REQUIREMENT: A faithful copy of the data is what is wanted, minus any pictures.

(Source records)
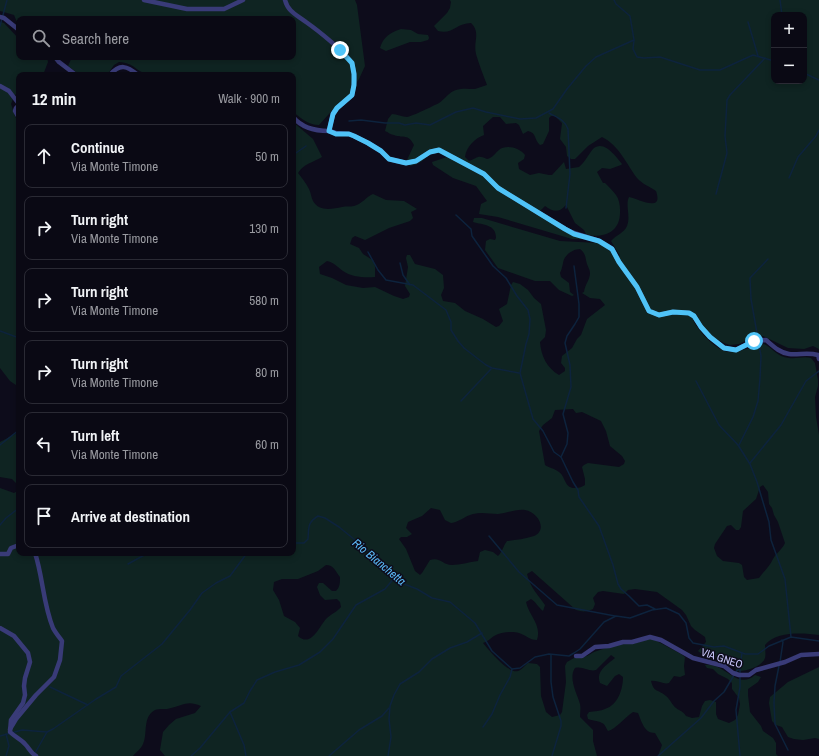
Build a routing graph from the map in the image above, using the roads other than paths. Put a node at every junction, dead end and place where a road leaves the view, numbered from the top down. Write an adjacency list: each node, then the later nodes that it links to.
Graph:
1 (144, 0): 2 (street)
2 (243, 0)
3 (285, 0): 13 (street)
4 (0, 17): 5 (street)
5 (16, 28)
6 (57, 60): 7 (street)
7 (72, 72)
8 (112, 72): 9 (street)
9 (133, 72)
10 (0, 86): 11 (street)
11 (16, 100)
12 (296, 121): 13 (street)
13 (329, 131): 14 (street)
14 (819, 359)
15 (16, 546): 16 (street)
16 (0, 554)
17 (36, 556): 21 (street)
18 (0, 628): 21 (street)
19 (819, 654): 20 (street, VIA GNEO)
20 (576, 656)
21 (10, 729): 22 (street)
22 (36, 756)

OUTPUT FOR THIS EXERCISE:
Build a routing graph from the map in the image above, using the roads other than paths. Put a node at every junction, dead end and place where a road leaves the view, numbered from the top down. Write an adjacency list: each node, then the later nodes that it links to.
Graph:
1 (144, 0): 2 (street)
2 (243, 0)
3 (285, 0): 13 (street)
4 (0, 17): 5 (street)
5 (16, 28)
6 (57, 60): 7 (street)
7 (72, 72)
8 (112, 72): 9 (street)
9 (133, 72)
10 (0, 86): 11 (street)
11 (16, 100)
12 (296, 121): 13 (street)
13 (329, 131): 14 (street)
14 (819, 359)
15 (16, 546): 16 (street)
16 (0, 554)
17 (36, 556): 21 (street)
18 (0, 628): 21 (street)
19 (819, 654): 20 (street, VIA GNEO)
20 (576, 656)
21 (10, 729): 22 (street)
22 (36, 756)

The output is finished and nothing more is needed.